Data shown below:

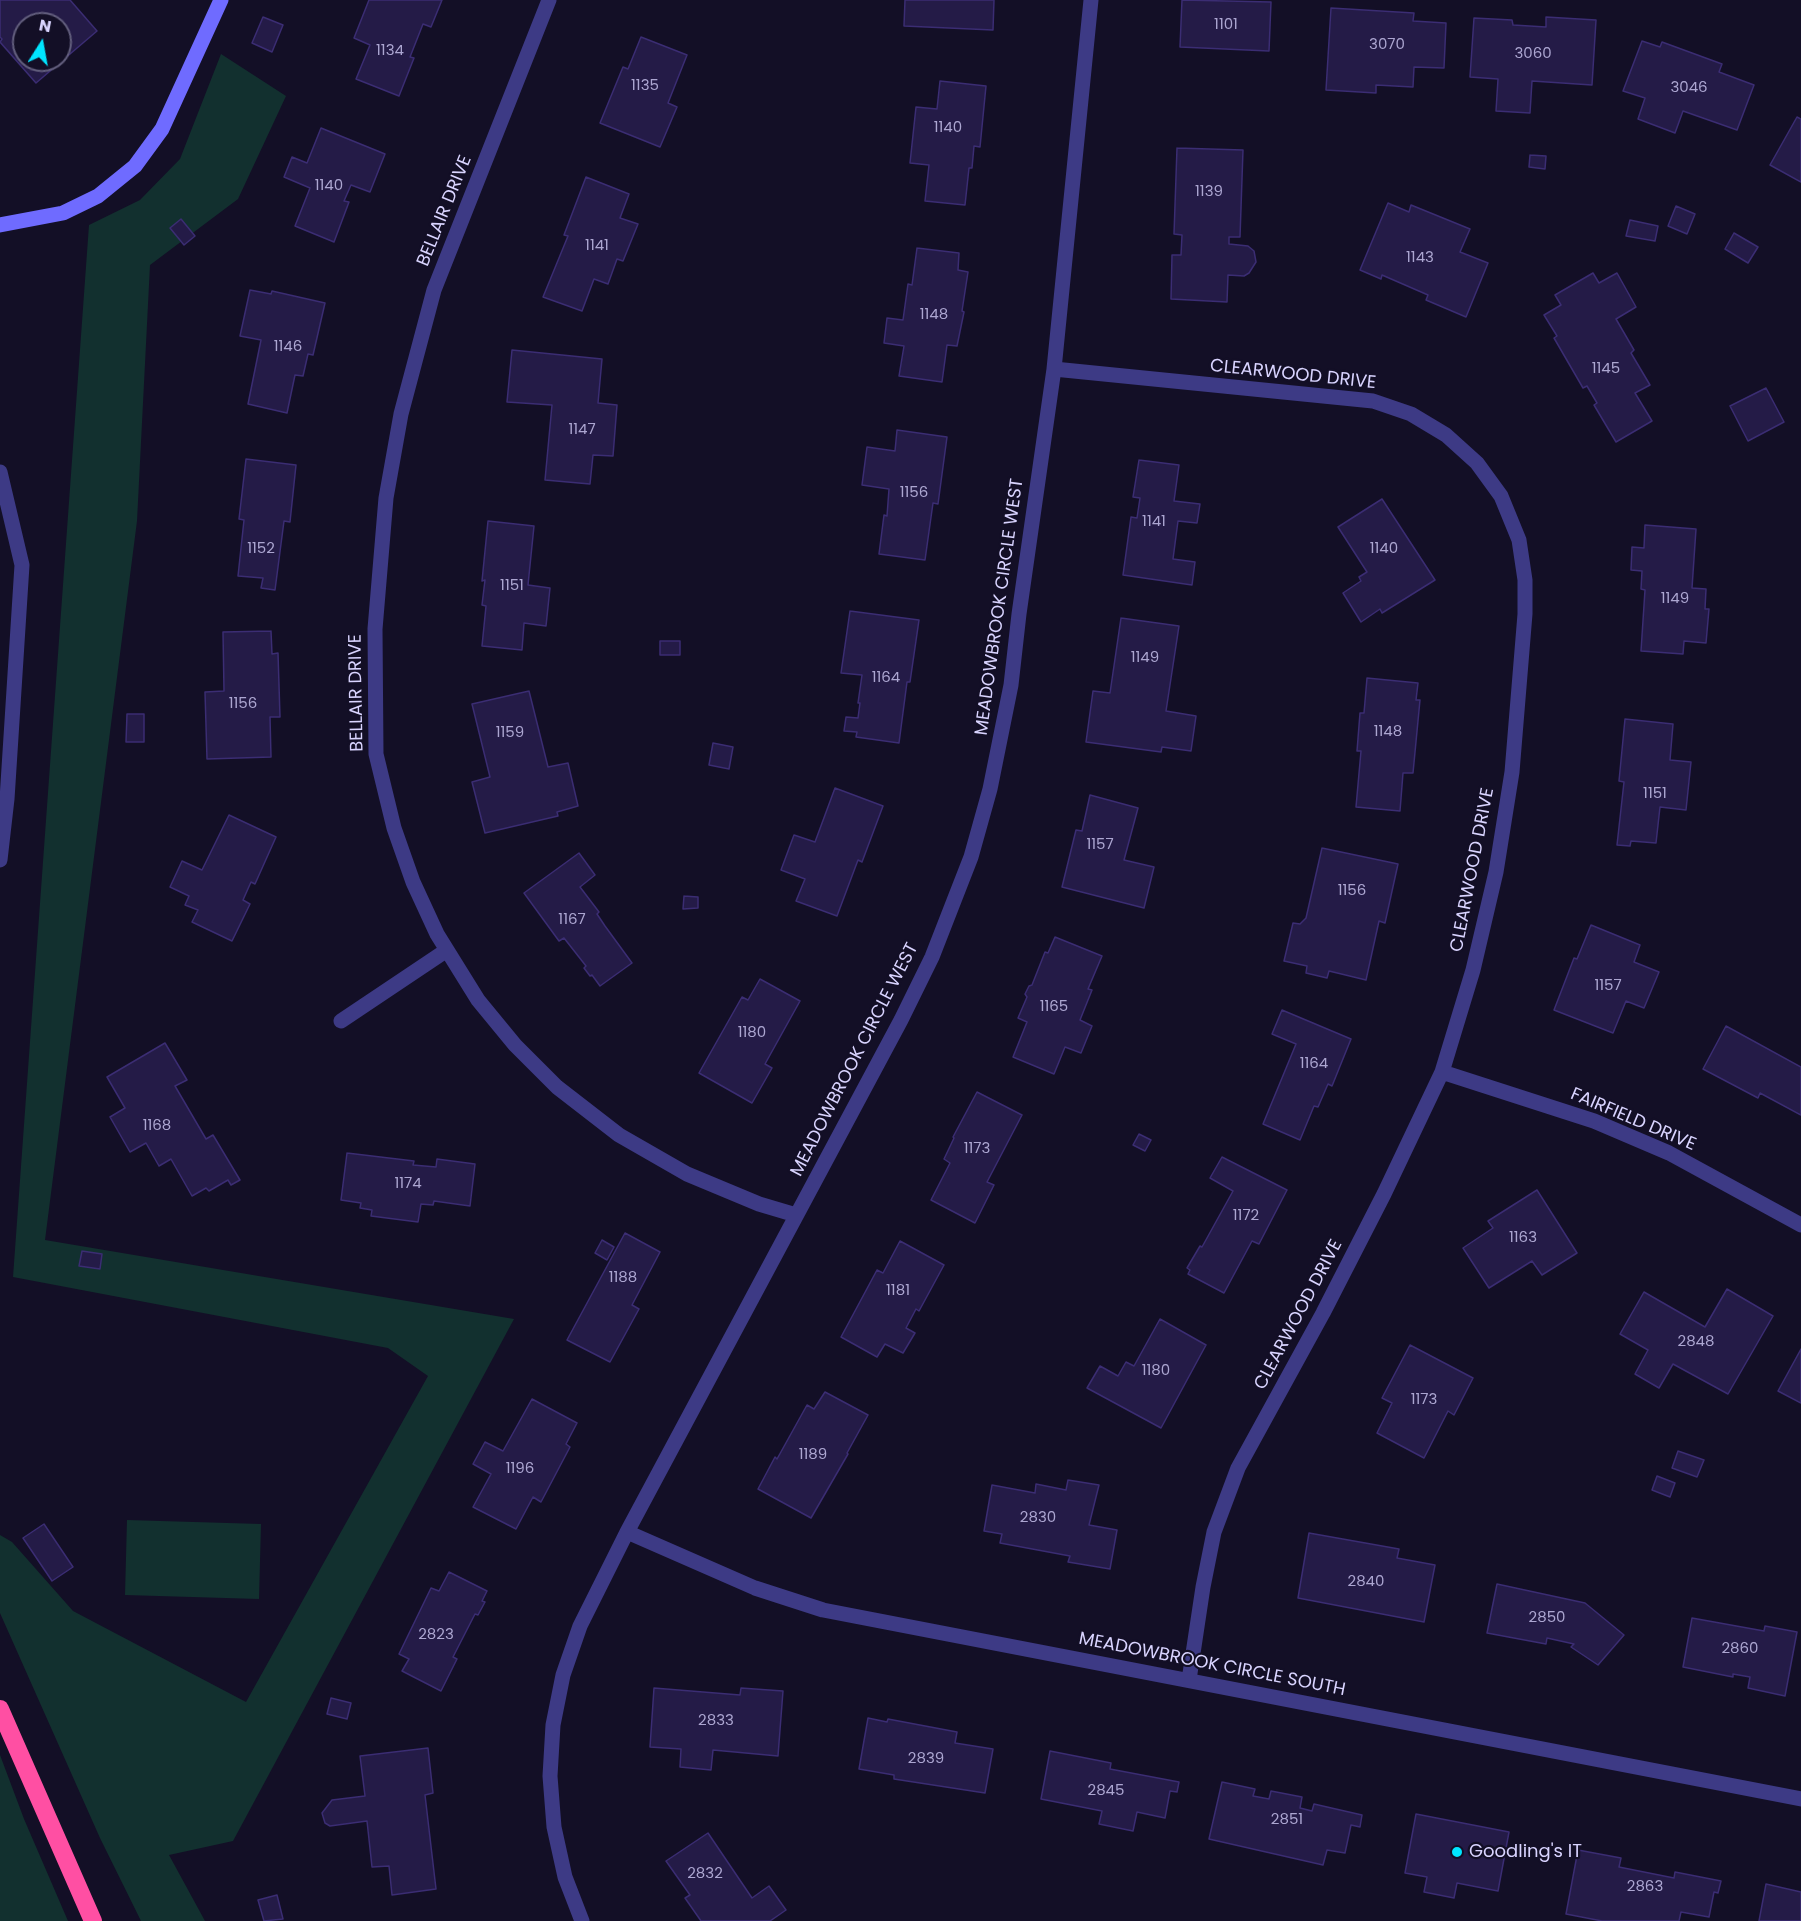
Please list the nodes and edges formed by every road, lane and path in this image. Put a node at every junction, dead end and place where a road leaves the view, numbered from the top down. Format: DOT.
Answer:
graph roads {
  1 [pos="221,0"];
  2 [pos="549,0"];
  3 [pos="1091,0"];
  4 [pos="5,225"];
  5 [pos="1054,369"];
  6 [pos="0,472"];
  7 [pos="0,860"];
  8 [pos="447,950"];
  9 [pos="341,1021"];
  10 [pos="1442,1072"];
  11 [pos="796,1215"];
  12 [pos="1801,1225"];
  13 [pos="627,1532"];
  14 [pos="1189,1680"];
  15 [pos="0,1709"];
  16 [pos="1801,1799"];
  17 [pos="93,1921"];
  18 [pos="582,1921"];
  1 -- 4 [label="street"];
  2 -- 8 [label="street, BELLAIR DRIVE"];
  3 -- 5 [label="street, MEADOWBROOK CIRCLE WEST"];
  5 -- 10 [label="street, CLEARWOOD DRIVE"];
  5 -- 11 [label="street, MEADOWBROOK CIRCLE WEST"];
  6 -- 7 [label="street"];
  8 -- 9 [label="street"];
  8 -- 11 [label="street, BELLAIR DRIVE"];
  10 -- 12 [label="street, FAIRFIELD DRIVE"];
  10 -- 14 [label="street, CLEARWOOD DRIVE"];
  11 -- 13 [label="street, MEADOWBROOK CIRCLE WEST"];
  13 -- 14 [label="street, MEADOWBROOK CIRCLE SOUTH"];
  13 -- 18 [label="street, MEADOWBROOK CIRCLE WEST"];
  14 -- 16 [label="street, MEADOWBROOK CIRCLE SOUTH"];
  15 -- 17 [label="highway"];
}
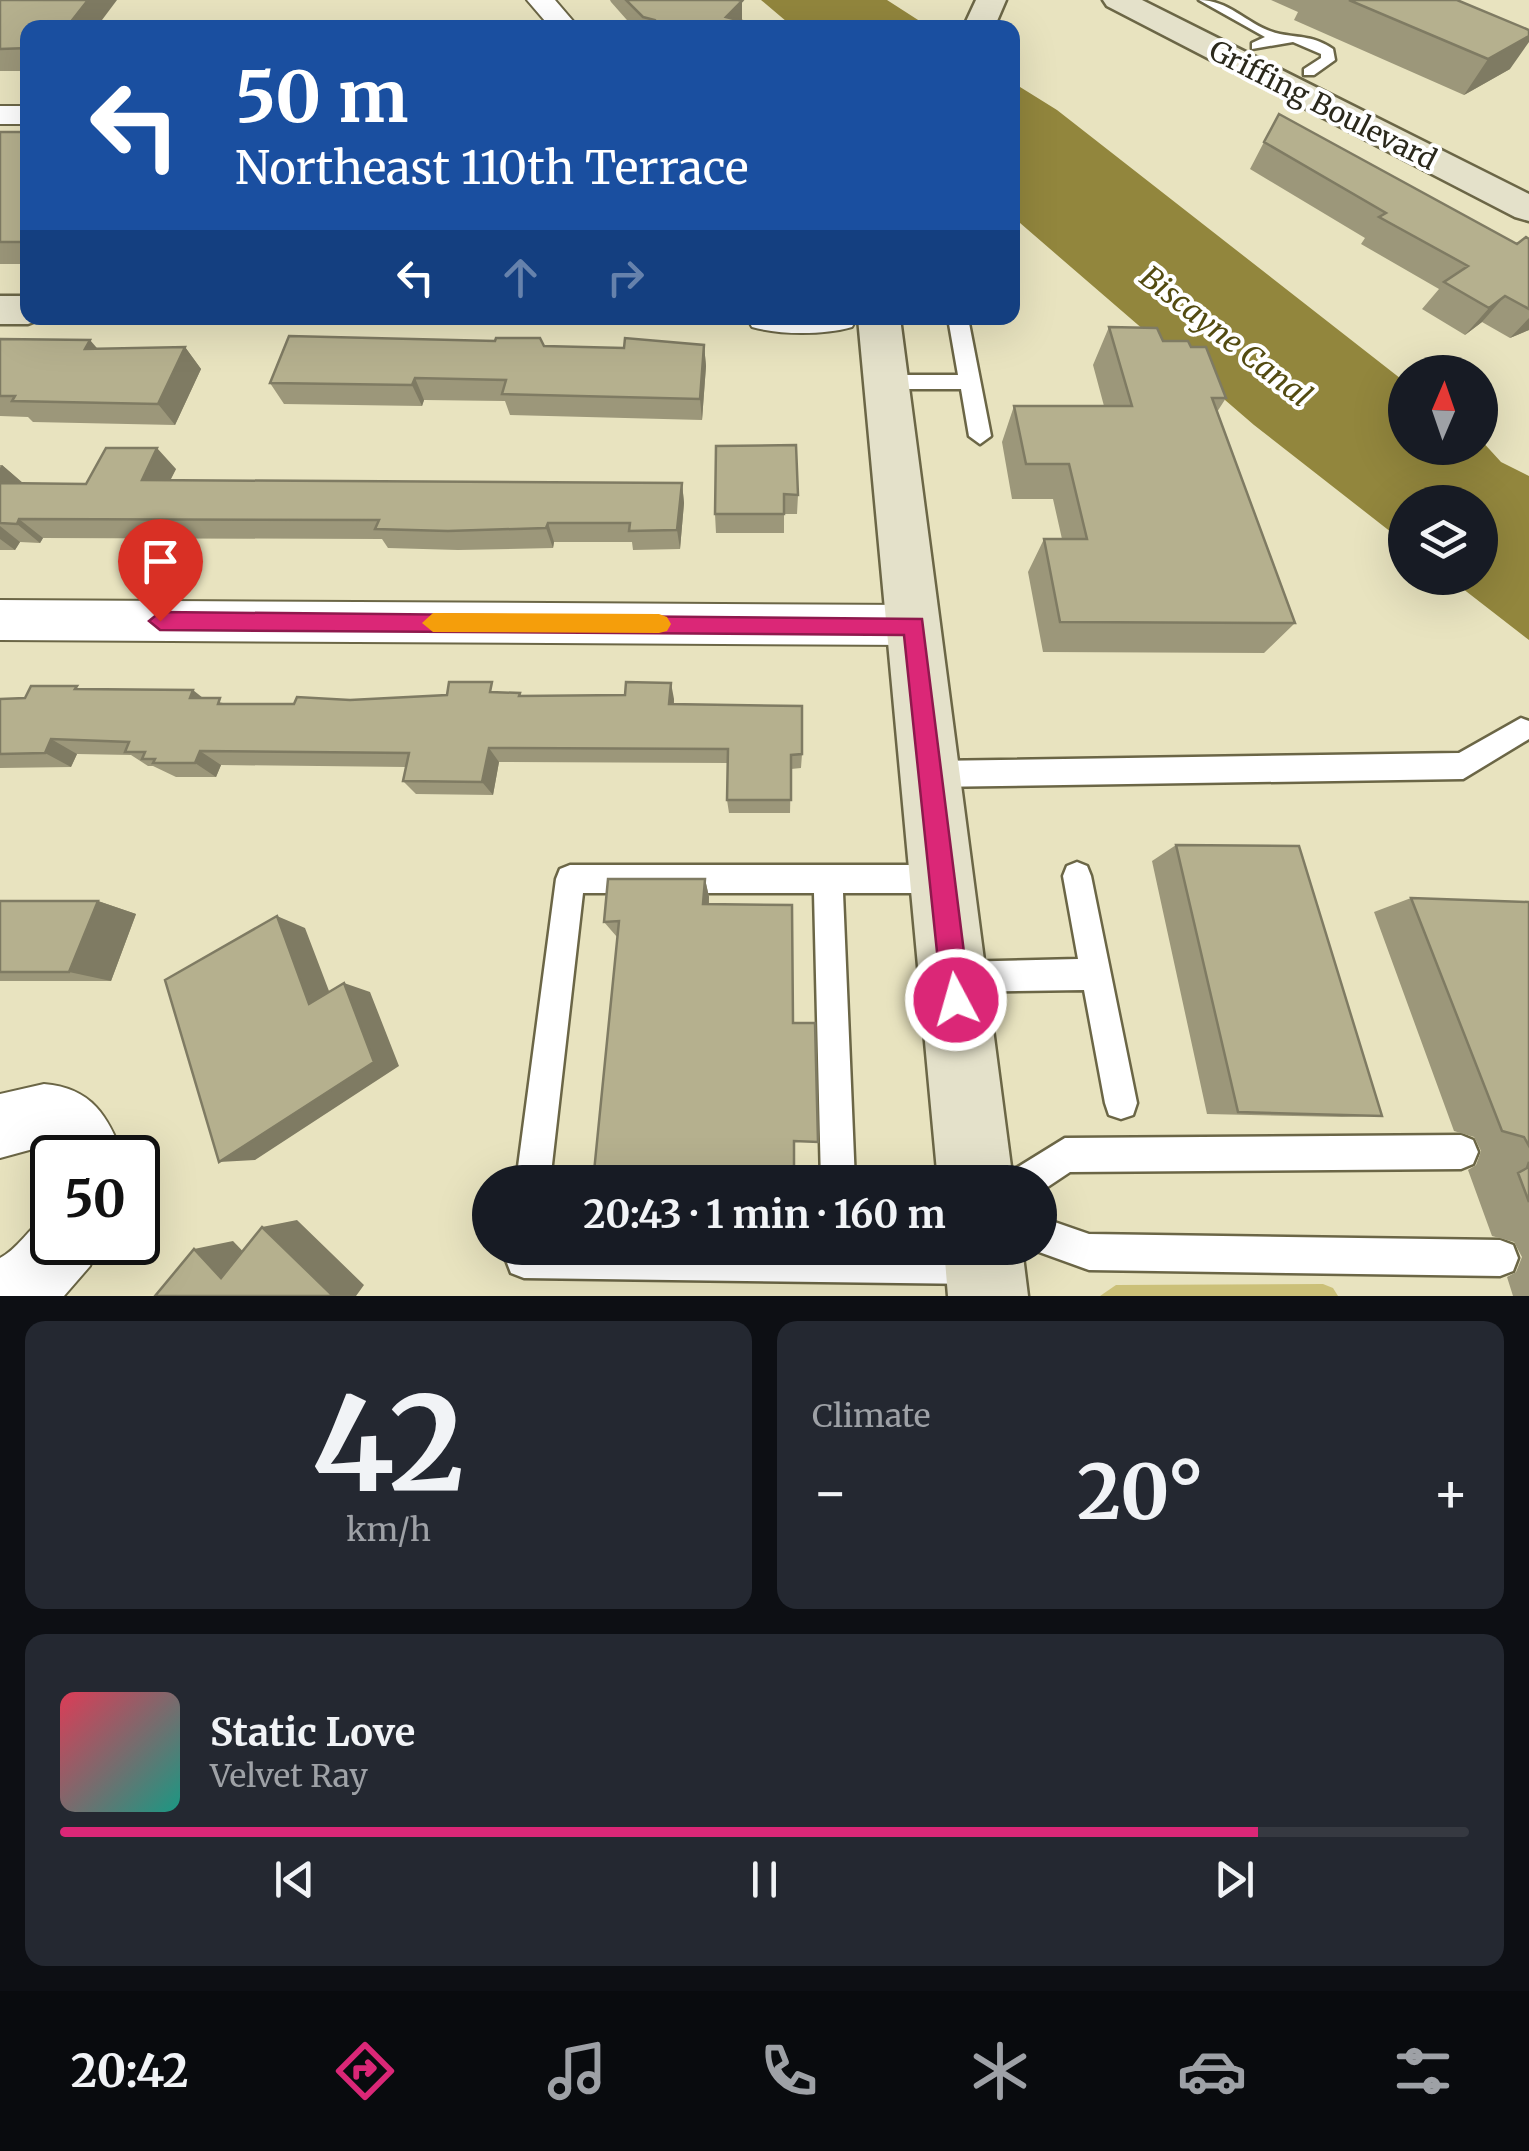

End of Data shown.

What the task requires - Lines that include the word "CIRCLE" are to be extracted from the data above.

Answer section -
  3 -- 5 [label="street, MEADOWBROOK CIRCLE WEST"];
  5 -- 11 [label="street, MEADOWBROOK CIRCLE WEST"];
  11 -- 13 [label="street, MEADOWBROOK CIRCLE WEST"];
  13 -- 14 [label="street, MEADOWBROOK CIRCLE SOUTH"];
  13 -- 18 [label="street, MEADOWBROOK CIRCLE WEST"];
  14 -- 16 [label="street, MEADOWBROOK CIRCLE SOUTH"];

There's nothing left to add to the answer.